Your task
Wherever a picture appears in the listing, leave it out, and copy the rest exactly.

Given data
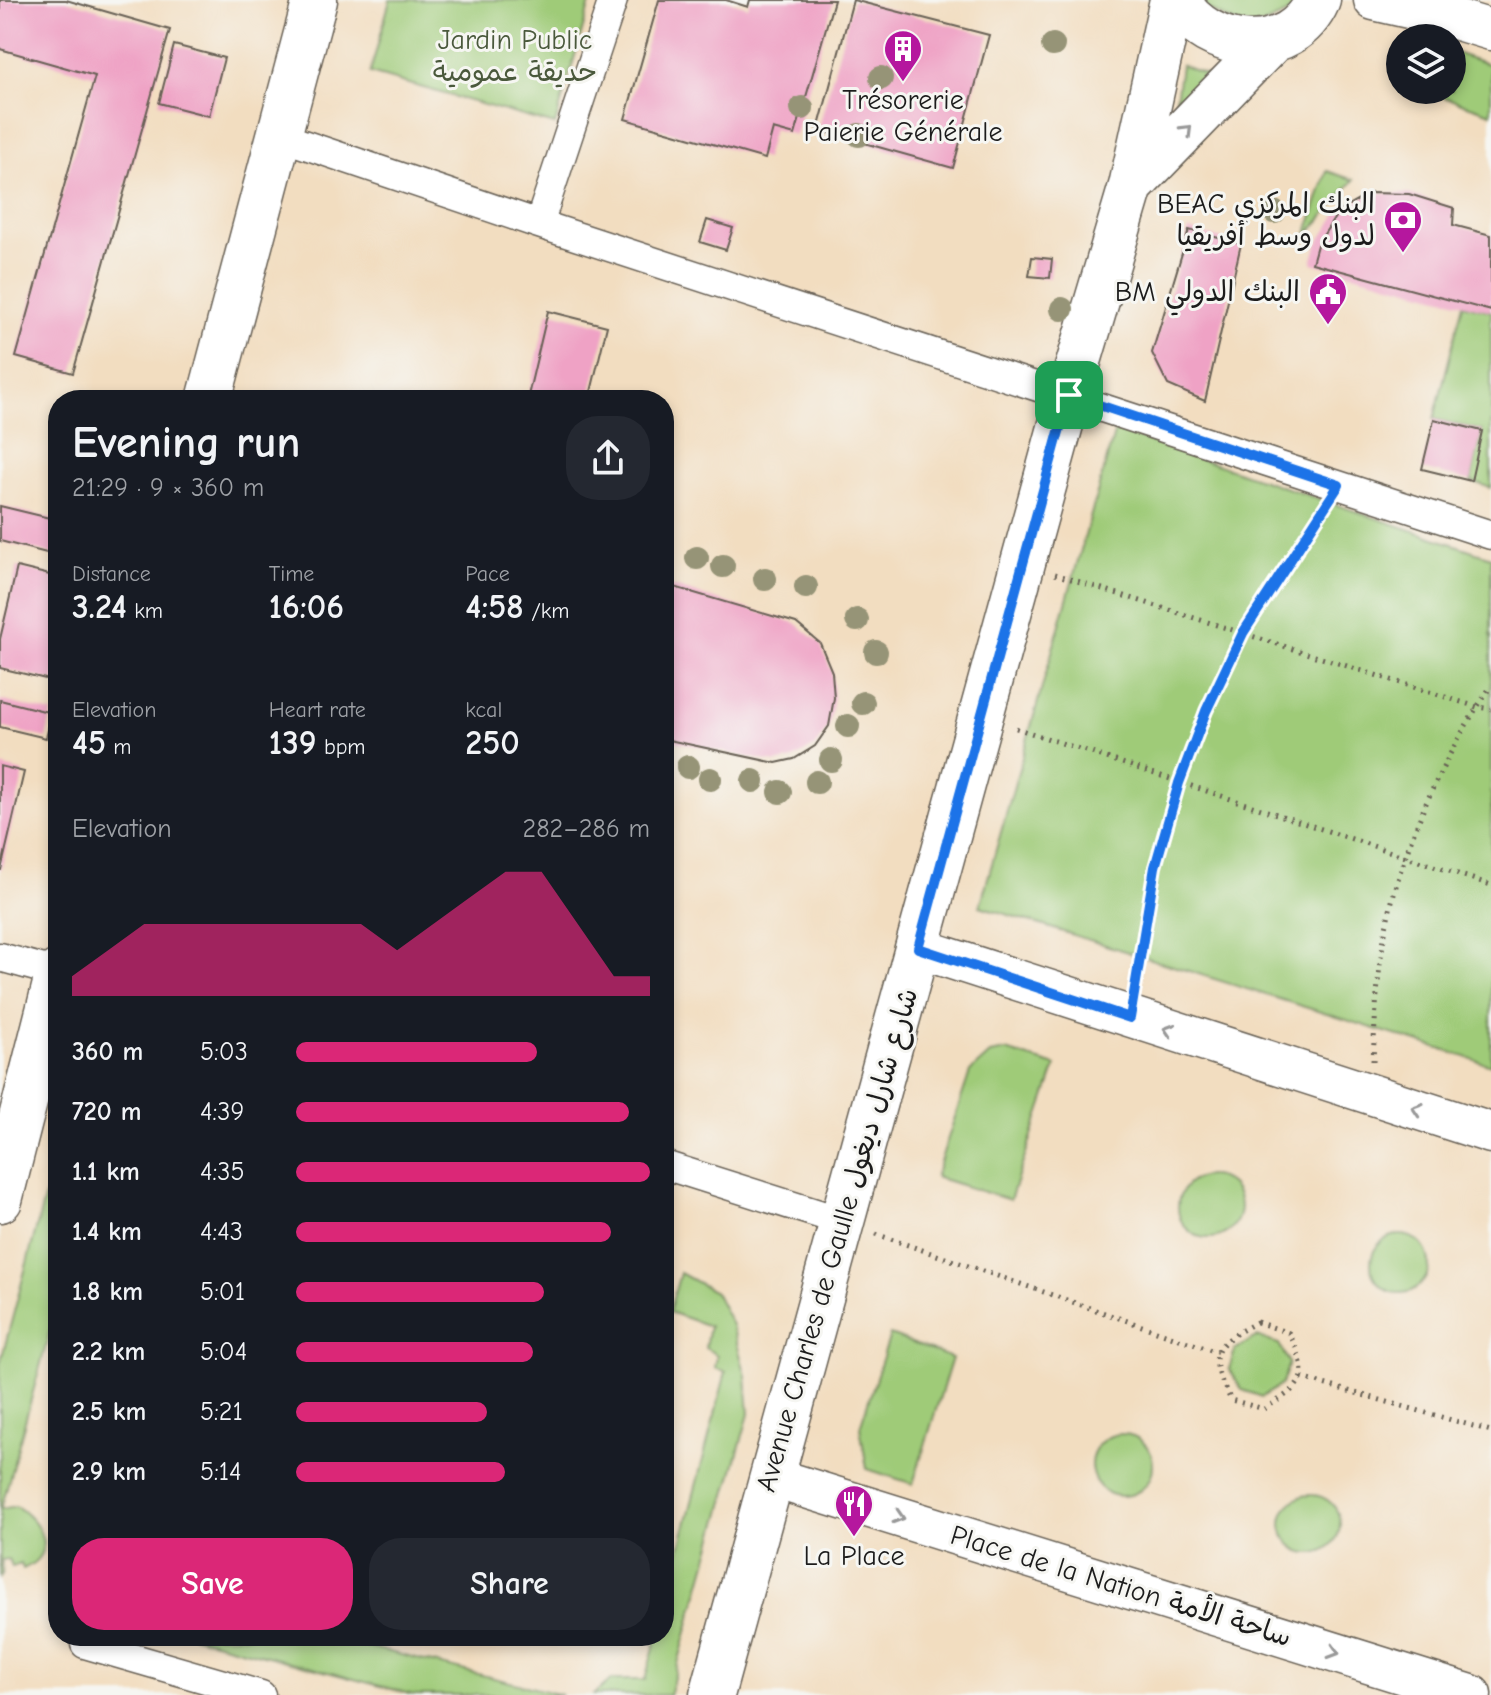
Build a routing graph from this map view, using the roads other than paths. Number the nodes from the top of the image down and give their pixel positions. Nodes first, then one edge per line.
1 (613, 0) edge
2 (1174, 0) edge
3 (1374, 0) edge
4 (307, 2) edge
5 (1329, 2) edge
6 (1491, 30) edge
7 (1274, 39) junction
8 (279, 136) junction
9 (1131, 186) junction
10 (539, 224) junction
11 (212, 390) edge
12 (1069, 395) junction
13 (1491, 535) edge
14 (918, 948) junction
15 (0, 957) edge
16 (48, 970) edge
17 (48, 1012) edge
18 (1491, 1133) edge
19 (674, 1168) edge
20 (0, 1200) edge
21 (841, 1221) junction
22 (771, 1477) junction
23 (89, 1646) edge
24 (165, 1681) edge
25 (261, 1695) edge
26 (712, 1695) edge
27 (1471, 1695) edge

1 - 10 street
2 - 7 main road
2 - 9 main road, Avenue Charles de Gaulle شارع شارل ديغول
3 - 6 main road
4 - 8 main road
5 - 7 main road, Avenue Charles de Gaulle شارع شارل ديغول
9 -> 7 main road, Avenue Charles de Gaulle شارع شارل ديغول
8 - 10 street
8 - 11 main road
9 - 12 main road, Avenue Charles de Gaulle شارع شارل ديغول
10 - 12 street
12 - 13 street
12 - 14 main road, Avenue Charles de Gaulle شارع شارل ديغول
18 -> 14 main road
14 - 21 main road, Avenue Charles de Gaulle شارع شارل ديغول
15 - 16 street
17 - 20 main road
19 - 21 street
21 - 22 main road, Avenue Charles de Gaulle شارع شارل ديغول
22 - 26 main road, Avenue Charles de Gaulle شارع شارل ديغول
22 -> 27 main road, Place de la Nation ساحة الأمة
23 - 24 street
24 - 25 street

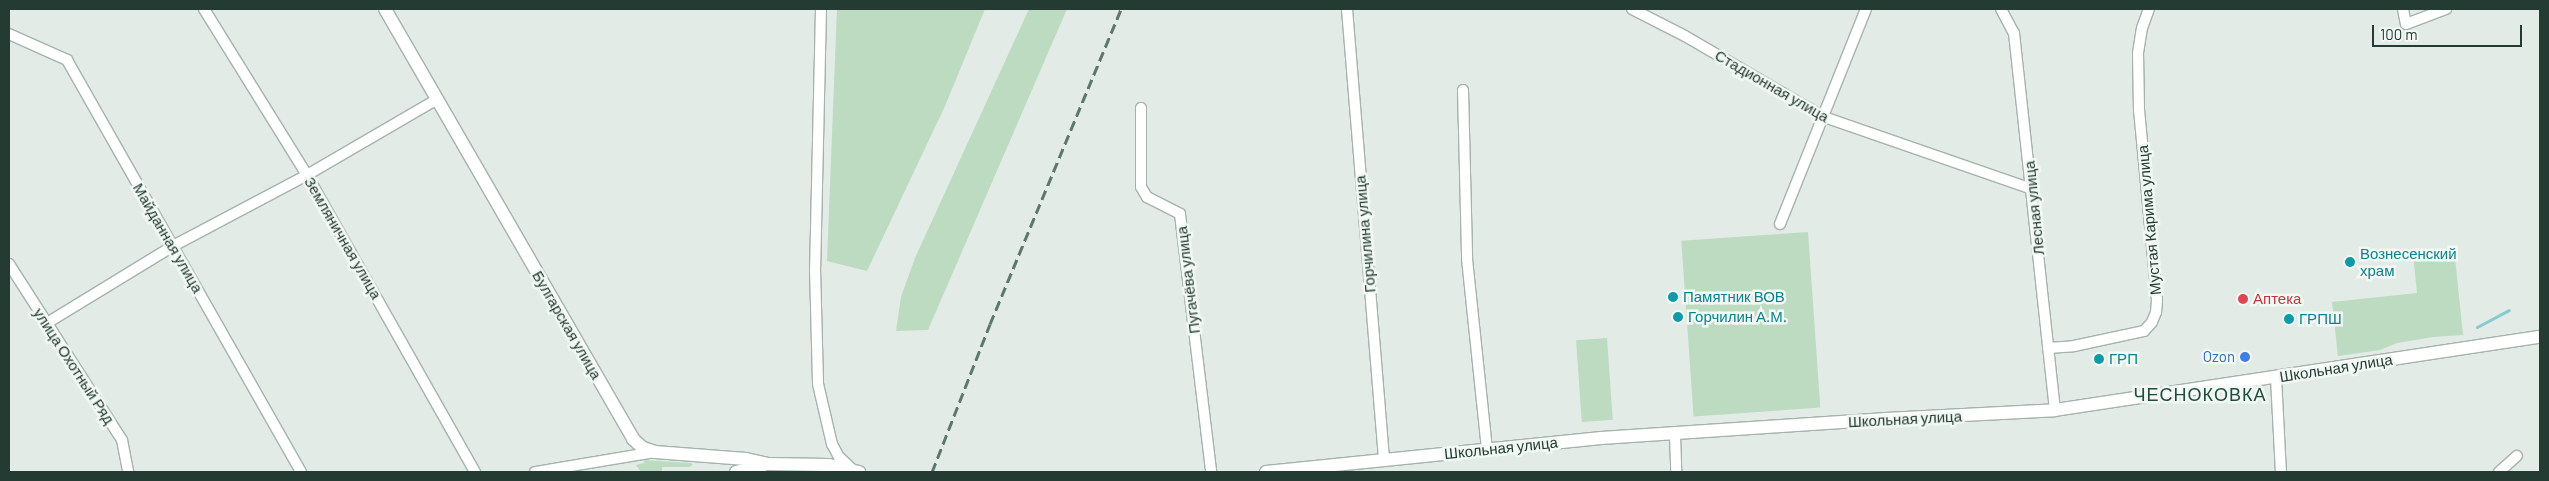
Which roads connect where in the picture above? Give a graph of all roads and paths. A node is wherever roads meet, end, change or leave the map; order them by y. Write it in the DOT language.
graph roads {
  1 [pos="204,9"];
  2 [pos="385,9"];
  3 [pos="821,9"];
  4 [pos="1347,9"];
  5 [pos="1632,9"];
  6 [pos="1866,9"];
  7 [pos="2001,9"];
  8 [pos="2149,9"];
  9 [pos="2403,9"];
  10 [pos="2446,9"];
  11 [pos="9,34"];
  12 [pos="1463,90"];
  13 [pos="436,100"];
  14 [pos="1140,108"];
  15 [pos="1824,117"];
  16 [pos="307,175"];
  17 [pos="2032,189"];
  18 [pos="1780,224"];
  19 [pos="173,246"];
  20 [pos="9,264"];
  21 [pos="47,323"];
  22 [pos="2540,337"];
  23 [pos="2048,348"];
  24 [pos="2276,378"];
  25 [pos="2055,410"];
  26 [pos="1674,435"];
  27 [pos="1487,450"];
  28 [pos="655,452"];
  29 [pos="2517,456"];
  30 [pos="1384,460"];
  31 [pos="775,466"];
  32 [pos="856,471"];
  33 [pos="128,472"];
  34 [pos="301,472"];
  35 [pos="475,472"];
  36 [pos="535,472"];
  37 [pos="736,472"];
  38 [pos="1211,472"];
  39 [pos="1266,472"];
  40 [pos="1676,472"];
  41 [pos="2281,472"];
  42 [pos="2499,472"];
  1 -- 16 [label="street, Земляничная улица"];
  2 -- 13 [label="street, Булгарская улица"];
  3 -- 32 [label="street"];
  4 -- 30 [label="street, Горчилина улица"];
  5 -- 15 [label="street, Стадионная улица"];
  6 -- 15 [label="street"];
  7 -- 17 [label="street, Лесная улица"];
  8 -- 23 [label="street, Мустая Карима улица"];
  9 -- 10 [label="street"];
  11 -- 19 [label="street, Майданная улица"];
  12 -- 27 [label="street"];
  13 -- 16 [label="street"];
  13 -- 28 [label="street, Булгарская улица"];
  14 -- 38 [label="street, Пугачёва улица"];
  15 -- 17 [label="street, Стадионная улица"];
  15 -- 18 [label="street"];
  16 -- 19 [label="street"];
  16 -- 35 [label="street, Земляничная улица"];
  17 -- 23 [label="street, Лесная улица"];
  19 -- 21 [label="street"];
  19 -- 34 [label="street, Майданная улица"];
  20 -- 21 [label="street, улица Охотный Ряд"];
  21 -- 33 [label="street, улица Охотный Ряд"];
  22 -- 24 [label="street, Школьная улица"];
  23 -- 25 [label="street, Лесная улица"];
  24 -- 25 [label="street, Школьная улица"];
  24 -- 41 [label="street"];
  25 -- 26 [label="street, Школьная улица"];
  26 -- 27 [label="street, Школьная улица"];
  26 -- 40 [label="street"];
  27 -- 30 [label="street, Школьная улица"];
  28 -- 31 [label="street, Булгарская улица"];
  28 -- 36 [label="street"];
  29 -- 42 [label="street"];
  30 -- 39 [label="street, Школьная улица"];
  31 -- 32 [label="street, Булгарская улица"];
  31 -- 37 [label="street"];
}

Response for this exercise
Build a routing graph from this map view, using the roads other than paths. Number the nodes from the top of the image down and give their pixel positions. Nodes first, then one edge per line.
1 (613, 0) edge
2 (1174, 0) edge
3 (1374, 0) edge
4 (307, 2) edge
5 (1329, 2) edge
6 (1491, 30) edge
7 (1274, 39) junction
8 (279, 136) junction
9 (1131, 186) junction
10 (539, 224) junction
11 (212, 390) edge
12 (1069, 395) junction
13 (1491, 535) edge
14 (918, 948) junction
15 (0, 957) edge
16 (48, 970) edge
17 (48, 1012) edge
18 (1491, 1133) edge
19 (674, 1168) edge
20 (0, 1200) edge
21 (841, 1221) junction
22 (771, 1477) junction
23 (89, 1646) edge
24 (165, 1681) edge
25 (261, 1695) edge
26 (712, 1695) edge
27 (1471, 1695) edge

1 - 10 street
2 - 7 main road
2 - 9 main road, Avenue Charles de Gaulle شارع شارل ديغول
3 - 6 main road
4 - 8 main road
5 - 7 main road, Avenue Charles de Gaulle شارع شارل ديغول
9 -> 7 main road, Avenue Charles de Gaulle شارع شارل ديغول
8 - 10 street
8 - 11 main road
9 - 12 main road, Avenue Charles de Gaulle شارع شارل ديغول
10 - 12 street
12 - 13 street
12 - 14 main road, Avenue Charles de Gaulle شارع شارل ديغول
18 -> 14 main road
14 - 21 main road, Avenue Charles de Gaulle شارع شارل ديغول
15 - 16 street
17 - 20 main road
19 - 21 street
21 - 22 main road, Avenue Charles de Gaulle شارع شارل ديغول
22 - 26 main road, Avenue Charles de Gaulle شارع شارل ديغول
22 -> 27 main road, Place de la Nation ساحة الأمة
23 - 24 street
24 - 25 street

Which roads connect where in the picture above? Give a graph of all roads and paths. A node is wherever roads meet, end, change or leave the map; order them by y. Write it in the DOT language.
graph roads {
  1 [pos="204,9"];
  2 [pos="385,9"];
  3 [pos="821,9"];
  4 [pos="1347,9"];
  5 [pos="1632,9"];
  6 [pos="1866,9"];
  7 [pos="2001,9"];
  8 [pos="2149,9"];
  9 [pos="2403,9"];
  10 [pos="2446,9"];
  11 [pos="9,34"];
  12 [pos="1463,90"];
  13 [pos="436,100"];
  14 [pos="1140,108"];
  15 [pos="1824,117"];
  16 [pos="307,175"];
  17 [pos="2032,189"];
  18 [pos="1780,224"];
  19 [pos="173,246"];
  20 [pos="9,264"];
  21 [pos="47,323"];
  22 [pos="2540,337"];
  23 [pos="2048,348"];
  24 [pos="2276,378"];
  25 [pos="2055,410"];
  26 [pos="1674,435"];
  27 [pos="1487,450"];
  28 [pos="655,452"];
  29 [pos="2517,456"];
  30 [pos="1384,460"];
  31 [pos="775,466"];
  32 [pos="856,471"];
  33 [pos="128,472"];
  34 [pos="301,472"];
  35 [pos="475,472"];
  36 [pos="535,472"];
  37 [pos="736,472"];
  38 [pos="1211,472"];
  39 [pos="1266,472"];
  40 [pos="1676,472"];
  41 [pos="2281,472"];
  42 [pos="2499,472"];
  1 -- 16 [label="street, Земляничная улица"];
  2 -- 13 [label="street, Булгарская улица"];
  3 -- 32 [label="street"];
  4 -- 30 [label="street, Горчилина улица"];
  5 -- 15 [label="street, Стадионная улица"];
  6 -- 15 [label="street"];
  7 -- 17 [label="street, Лесная улица"];
  8 -- 23 [label="street, Мустая Карима улица"];
  9 -- 10 [label="street"];
  11 -- 19 [label="street, Майданная улица"];
  12 -- 27 [label="street"];
  13 -- 16 [label="street"];
  13 -- 28 [label="street, Булгарская улица"];
  14 -- 38 [label="street, Пугачёва улица"];
  15 -- 17 [label="street, Стадионная улица"];
  15 -- 18 [label="street"];
  16 -- 19 [label="street"];
  16 -- 35 [label="street, Земляничная улица"];
  17 -- 23 [label="street, Лесная улица"];
  19 -- 21 [label="street"];
  19 -- 34 [label="street, Майданная улица"];
  20 -- 21 [label="street, улица Охотный Ряд"];
  21 -- 33 [label="street, улица Охотный Ряд"];
  22 -- 24 [label="street, Школьная улица"];
  23 -- 25 [label="street, Лесная улица"];
  24 -- 25 [label="street, Школьная улица"];
  24 -- 41 [label="street"];
  25 -- 26 [label="street, Школьная улица"];
  26 -- 27 [label="street, Школьная улица"];
  26 -- 40 [label="street"];
  27 -- 30 [label="street, Школьная улица"];
  28 -- 31 [label="street, Булгарская улица"];
  28 -- 36 [label="street"];
  29 -- 42 [label="street"];
  30 -- 39 [label="street, Школьная улица"];
  31 -- 32 [label="street, Булгарская улица"];
  31 -- 37 [label="street"];
}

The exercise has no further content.